[Record set]

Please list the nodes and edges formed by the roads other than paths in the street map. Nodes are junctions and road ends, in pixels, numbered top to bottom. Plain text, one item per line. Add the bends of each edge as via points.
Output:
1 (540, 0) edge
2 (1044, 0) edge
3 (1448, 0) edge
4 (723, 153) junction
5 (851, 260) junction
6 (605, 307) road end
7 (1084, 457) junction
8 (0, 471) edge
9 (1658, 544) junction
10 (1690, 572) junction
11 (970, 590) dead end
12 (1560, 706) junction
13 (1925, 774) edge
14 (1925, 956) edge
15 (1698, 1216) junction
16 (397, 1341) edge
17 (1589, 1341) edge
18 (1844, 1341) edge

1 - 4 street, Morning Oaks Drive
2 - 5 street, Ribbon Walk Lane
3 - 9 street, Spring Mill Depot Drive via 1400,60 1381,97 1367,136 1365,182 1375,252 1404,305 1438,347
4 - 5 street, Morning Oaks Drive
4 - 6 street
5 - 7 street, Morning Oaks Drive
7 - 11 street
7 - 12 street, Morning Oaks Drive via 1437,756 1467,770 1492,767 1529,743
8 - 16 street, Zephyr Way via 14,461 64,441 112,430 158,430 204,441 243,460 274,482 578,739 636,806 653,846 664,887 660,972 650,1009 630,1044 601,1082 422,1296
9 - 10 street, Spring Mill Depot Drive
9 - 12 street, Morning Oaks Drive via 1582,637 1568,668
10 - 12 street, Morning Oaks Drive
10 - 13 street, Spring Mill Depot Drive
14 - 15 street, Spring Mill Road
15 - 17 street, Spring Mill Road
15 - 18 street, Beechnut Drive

[/Record set]

- [Task prompt]: The job here is to write out all the entries again exactly.

- [Exercise output]:
Please list the nodes and edges formed by the roads other than paths in the street map. Nodes are junctions and road ends, in pixels, numbered top to bottom. Plain text, one item per line. Add the bends of each edge as via points.
Output:
1 (540, 0) edge
2 (1044, 0) edge
3 (1448, 0) edge
4 (723, 153) junction
5 (851, 260) junction
6 (605, 307) road end
7 (1084, 457) junction
8 (0, 471) edge
9 (1658, 544) junction
10 (1690, 572) junction
11 (970, 590) dead end
12 (1560, 706) junction
13 (1925, 774) edge
14 (1925, 956) edge
15 (1698, 1216) junction
16 (397, 1341) edge
17 (1589, 1341) edge
18 (1844, 1341) edge

1 - 4 street, Morning Oaks Drive
2 - 5 street, Ribbon Walk Lane
3 - 9 street, Spring Mill Depot Drive via 1400,60 1381,97 1367,136 1365,182 1375,252 1404,305 1438,347
4 - 5 street, Morning Oaks Drive
4 - 6 street
5 - 7 street, Morning Oaks Drive
7 - 11 street
7 - 12 street, Morning Oaks Drive via 1437,756 1467,770 1492,767 1529,743
8 - 16 street, Zephyr Way via 14,461 64,441 112,430 158,430 204,441 243,460 274,482 578,739 636,806 653,846 664,887 660,972 650,1009 630,1044 601,1082 422,1296
9 - 10 street, Spring Mill Depot Drive
9 - 12 street, Morning Oaks Drive via 1582,637 1568,668
10 - 12 street, Morning Oaks Drive
10 - 13 street, Spring Mill Depot Drive
14 - 15 street, Spring Mill Road
15 - 17 street, Spring Mill Road
15 - 18 street, Beechnut Drive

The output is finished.